Generate a spider scaffold for the calendar host.

$ scrapy genspider events events.example.net
Created spider 'events' using template 'basic' in module:
  event_calendar.spiders.events

Probe the calendar listing page in scrapy shell so the event-link and next-page selectors are based on the real HTML.

$ scrapy shell "https://events.example.net/calendar/"
##### snipped #####
>>> response.css("article.event-card a.event-link::attr(href)").getall()
['/calendar/events/devops-summit.html', '/calendar/events/crawl-workshop.html']
>>> response.css("a[rel='next']::attr(href), a.next::attr(href)").get()
'/calendar/page-2.html'

Related: How to use Scrapy shell

Probe one event detail page in scrapy shell before the spider starts extracting fields.

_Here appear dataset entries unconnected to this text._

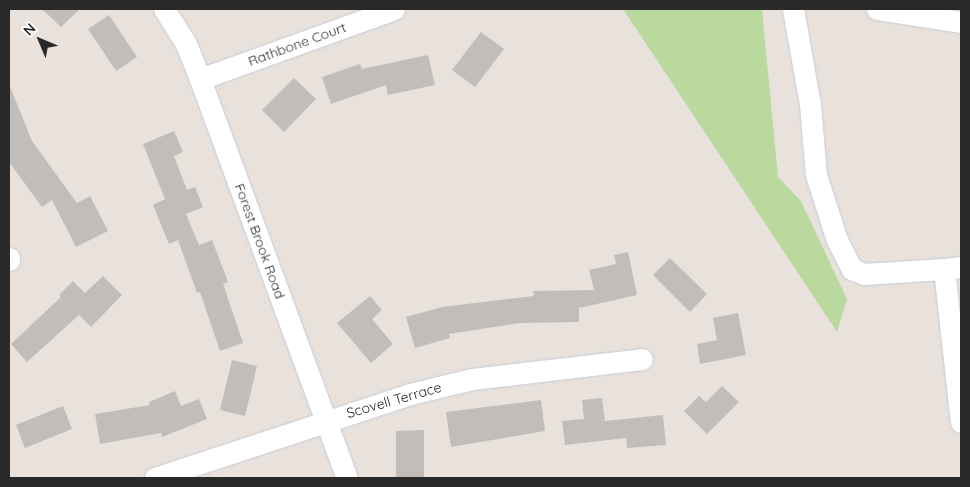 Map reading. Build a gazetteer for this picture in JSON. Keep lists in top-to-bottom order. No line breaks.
{"streets":{"street":["Rathbone Court","Forest Brook Road","Scovell Terrace"]},"crossings":[["Rathbone Court","Forest Brook Road"],["Forest Brook Road","Scovell Terrace"]],"north":"top left"} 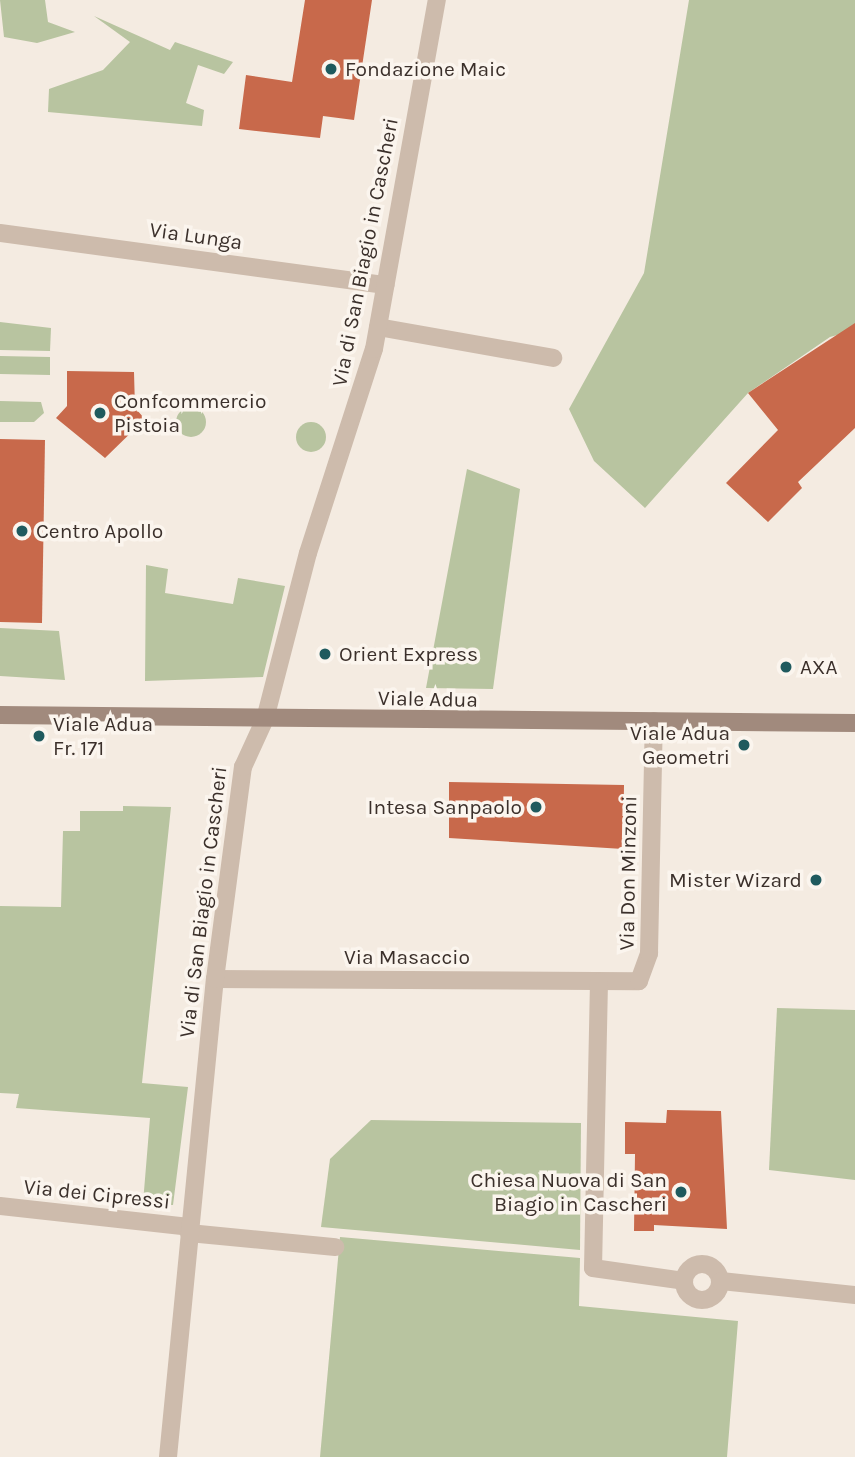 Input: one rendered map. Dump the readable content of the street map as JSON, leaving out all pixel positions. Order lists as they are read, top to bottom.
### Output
{
  "streets": {
    "main road": ["Viale Adua"],
    "street": [
      "Via Lunga",
      "Via di San Biagio in Cascheri",
      "Via Don Minzoni",
      "Via Masaccio",
      "Via dei Cipressi"
    ]
  },
  "crossings": [
    ["Via Lunga", "Via di San Biagio in Cascheri"],
    ["Via di San Biagio in Cascheri", "Viale Adua"],
    ["Via di San Biagio in Cascheri", "Via Masaccio"],
    ["Via di San Biagio in Cascheri", "Via dei Cipressi"],
    ["Viale Adua", "Via Don Minzoni"],
    ["Via Don Minzoni", "Via Masaccio"]
  ],
  "places": [
    "Fondazione Maic",
    "Confcommercio Pistoia",
    "Centro Apollo",
    "Orient Express",
    "AXA",
    "Viale Adua Fr. 171",
    "Viale Adua Geometri",
    "Intesa Sanpaolo",
    "Mister Wizard",
    "Chiesa Nuova di San Biagio in Cascheri"
  ]
} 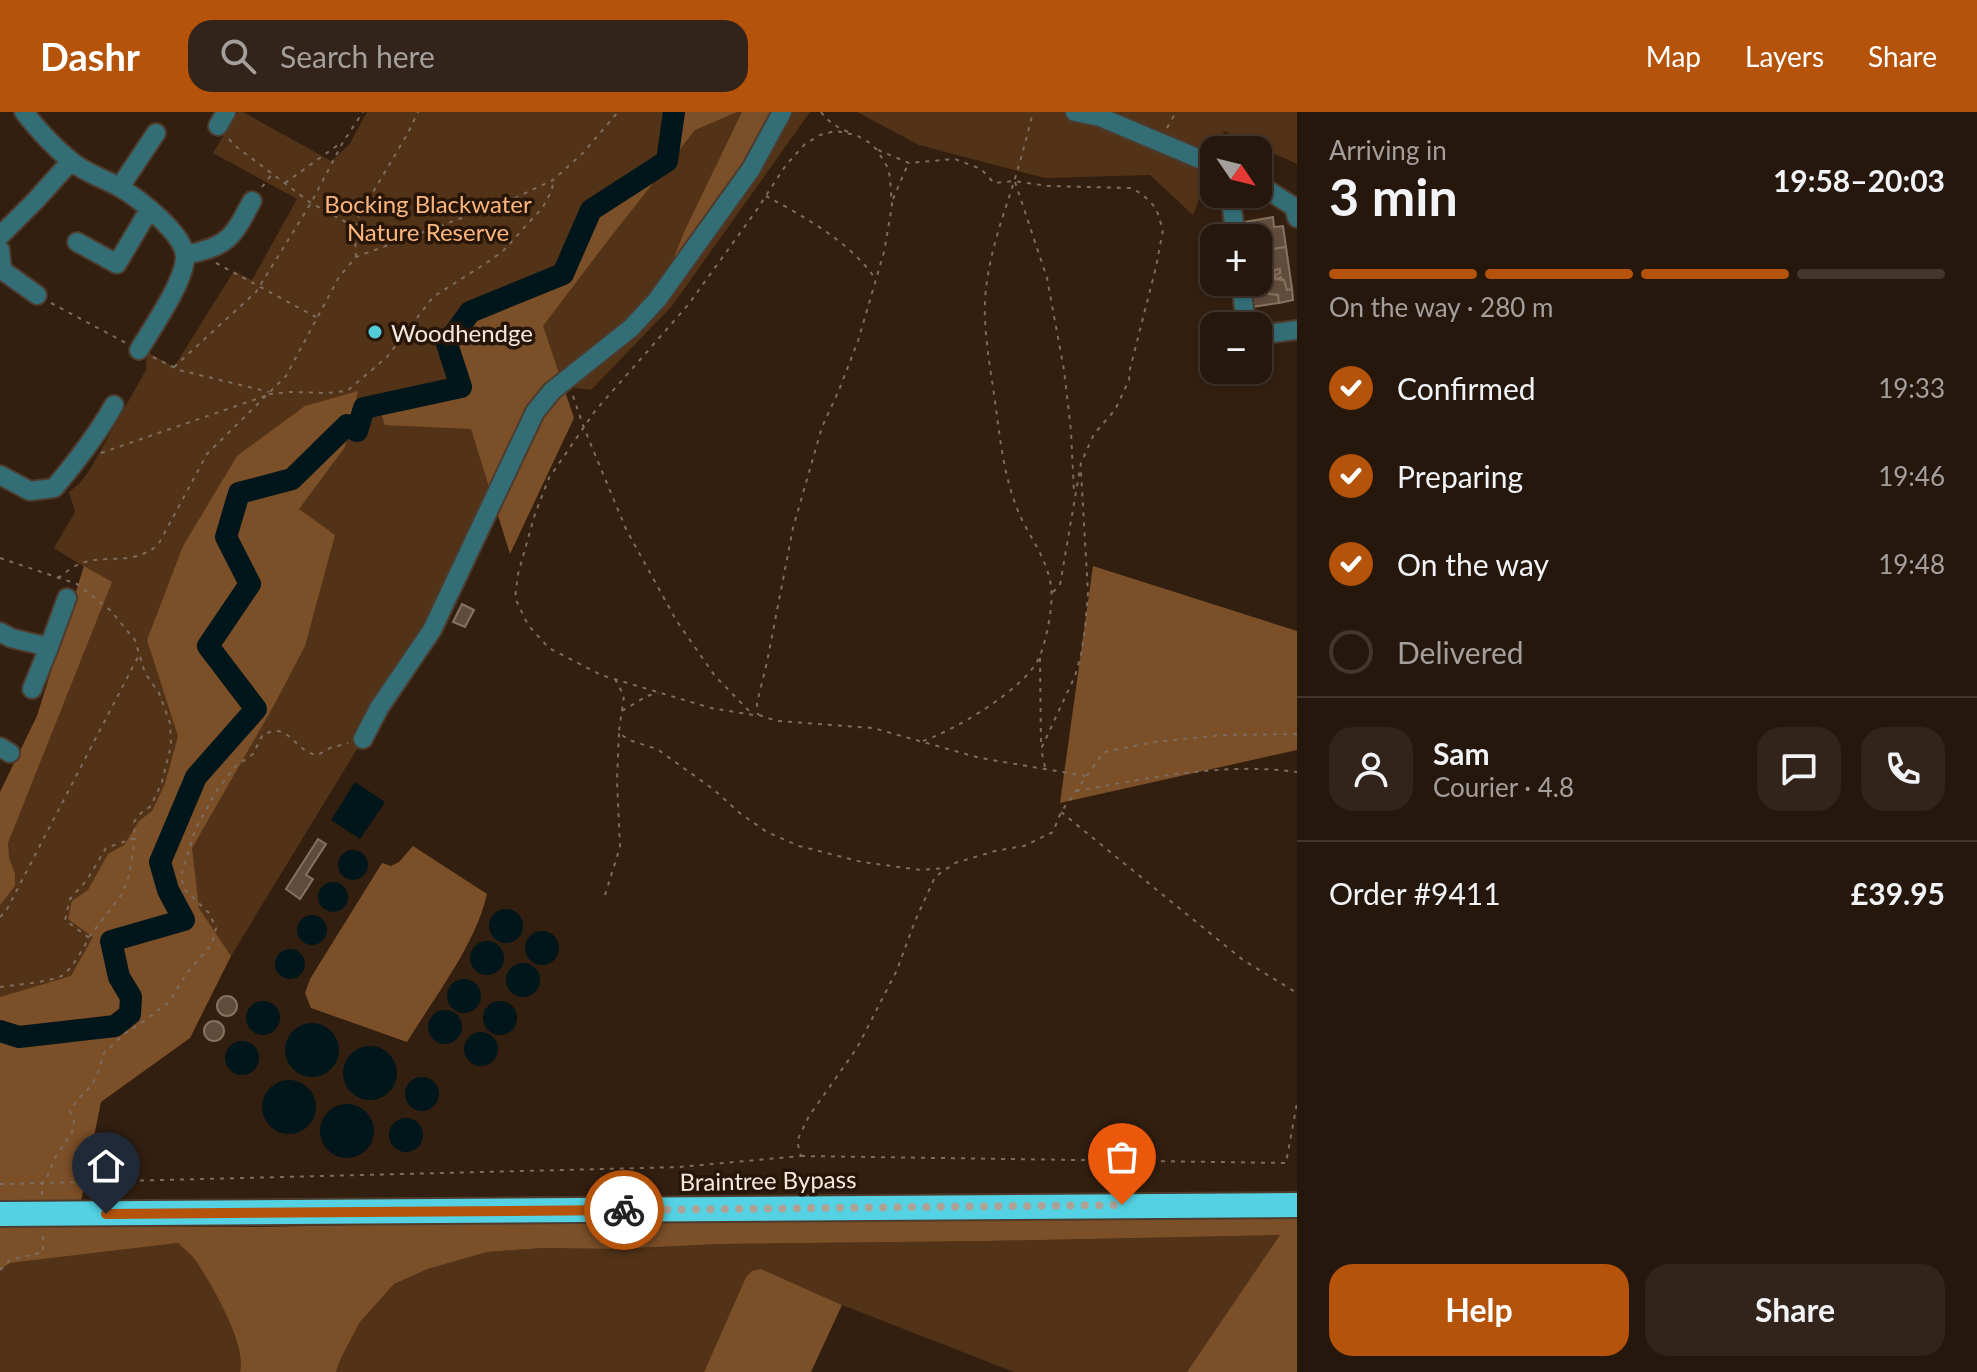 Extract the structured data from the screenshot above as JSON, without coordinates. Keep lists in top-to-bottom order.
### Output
{
  "streets": {
    "highway": ["Braintree Bypass"]
  },
  "parks": ["Bocking Blackwater Nature Reserve"],
  "places": ["Woodhendge"],
  "north": "bottom right",
  "page": {
    "header": "Dashr",
    "search": "Search here",
    "nav": ["Map", "Layers", "Share"],
    "heading": ["3 min", "Arriving in", "19:58–20:03"],
    "panel": [
      "Sam",
      "Courier · 4.8",
      "Order #9411",
      "£39.95"
    ],
    "map_buttons": ["+", "−"],
    "bar": "On the way · 280 m",
    "list": [
      ["Confirmed", "19:33"],
      ["Preparing", "19:46"],
      ["On the way", "19:48"],
      "Delivered"
    ],
    "buttons": ["Help", "Share"]
  }
} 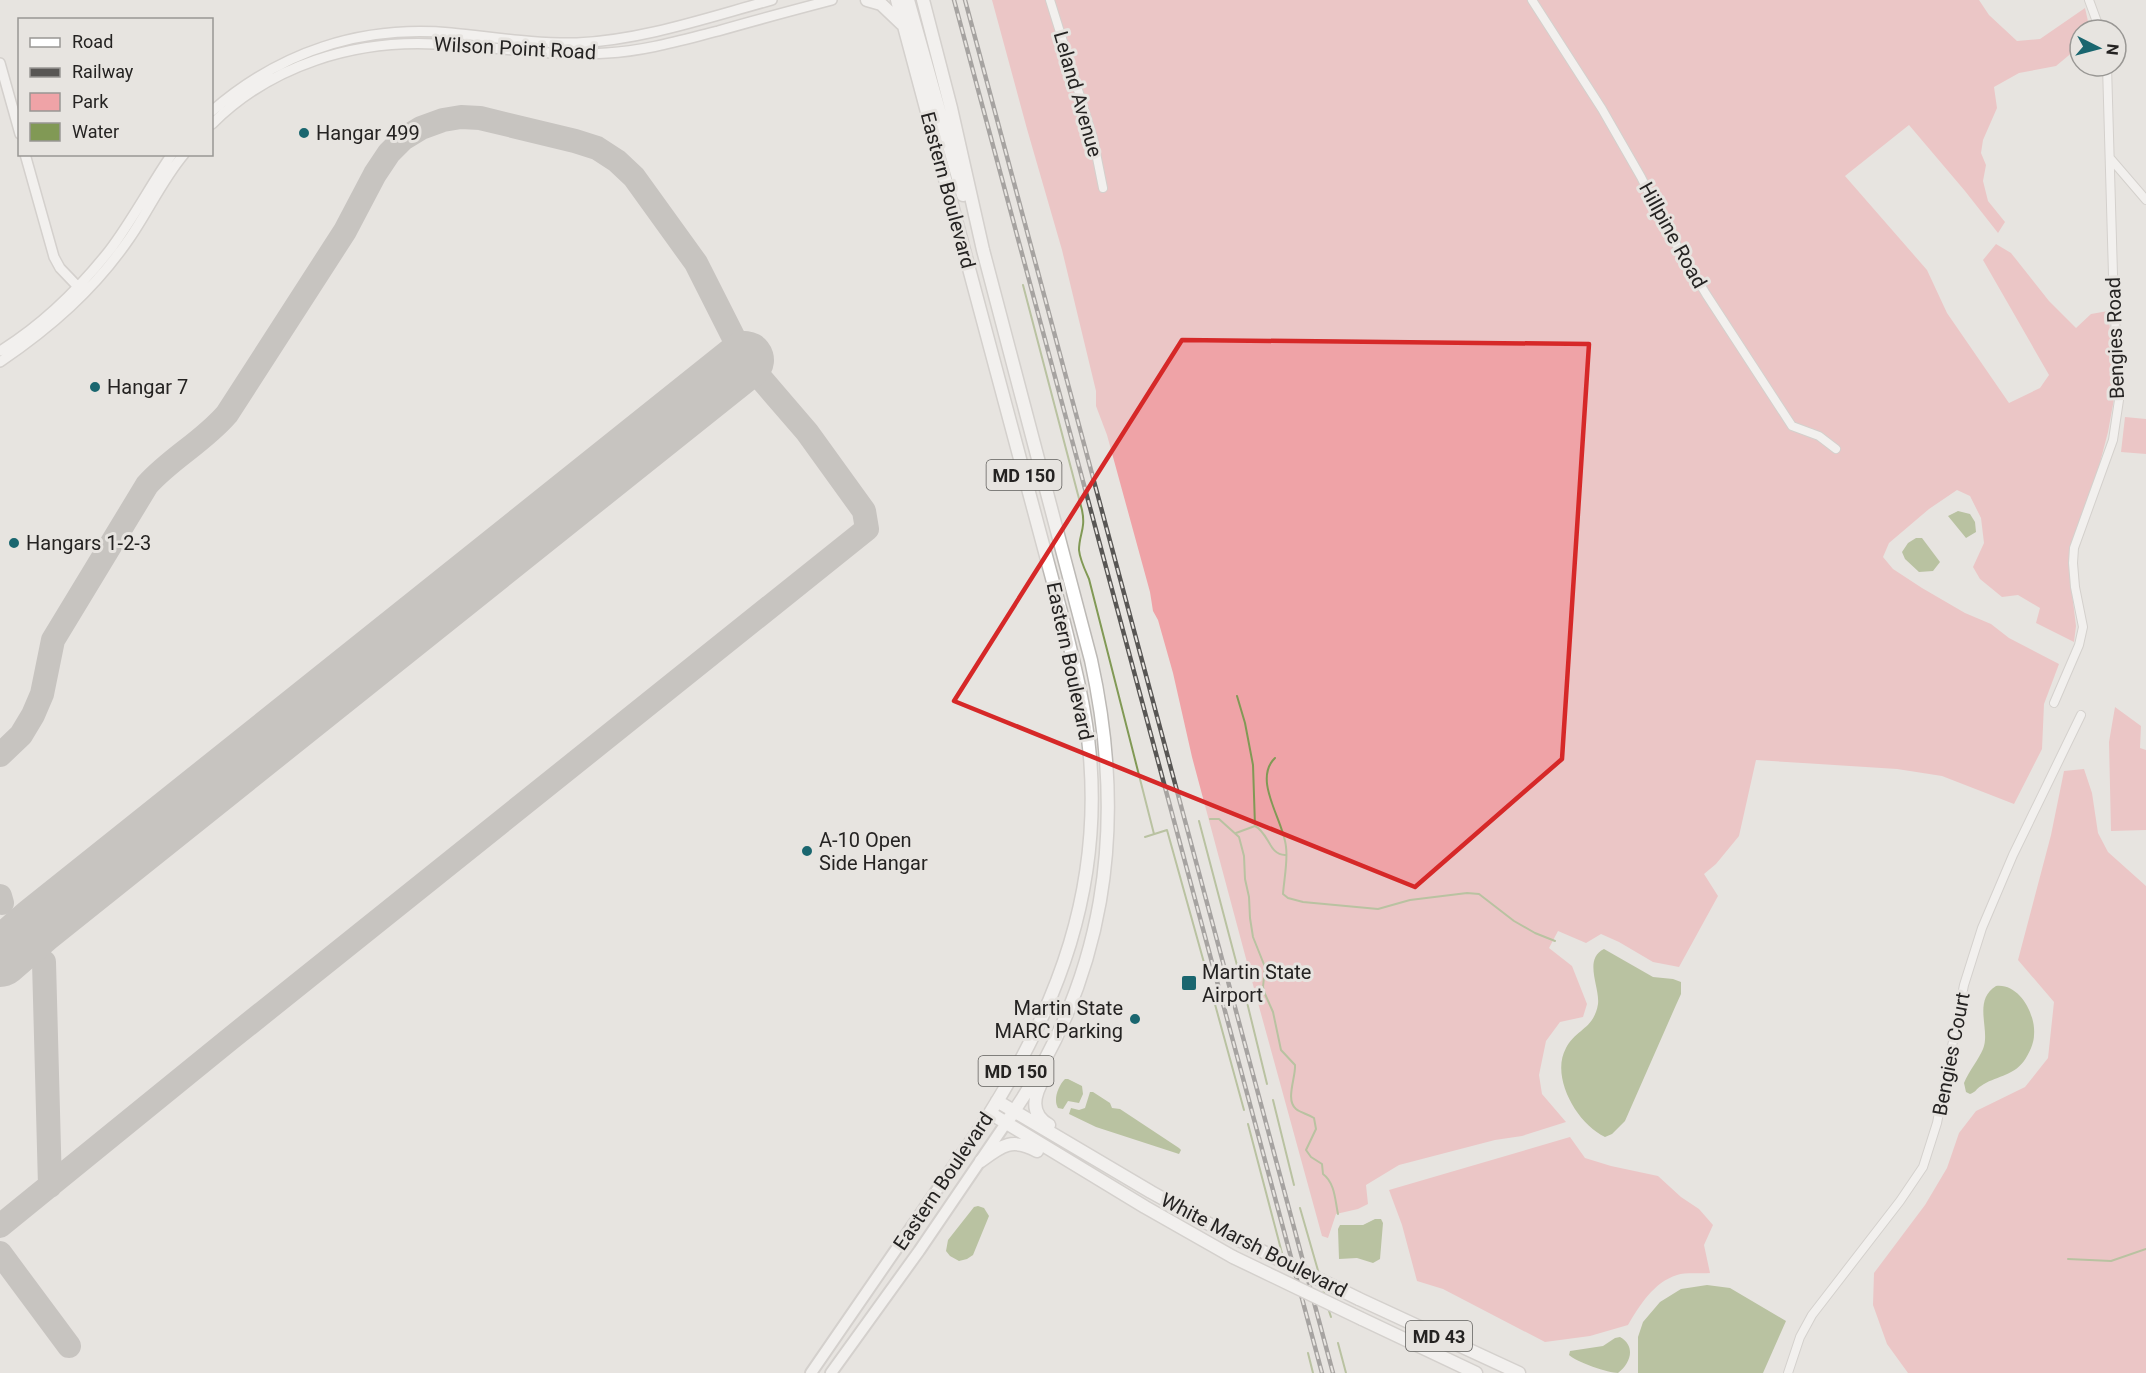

$ scrapy shell "https://events.example.net/calendar/events/devops-summit.html"
##### snipped #####
>>> response.css("h1::text").get()
'DevOps Summit'
>>> response.css("time::attr(datetime)").get()
'2026-05-14T09:00:00-04:00'
>>> response.css("a.register::attr(href), a[href*='register']::attr(href)").get()
'/calendar/register/devops-summit.html'

Prefer the datetime attribute over scraping only the formatted time text because the attribute keeps the source timezone offset.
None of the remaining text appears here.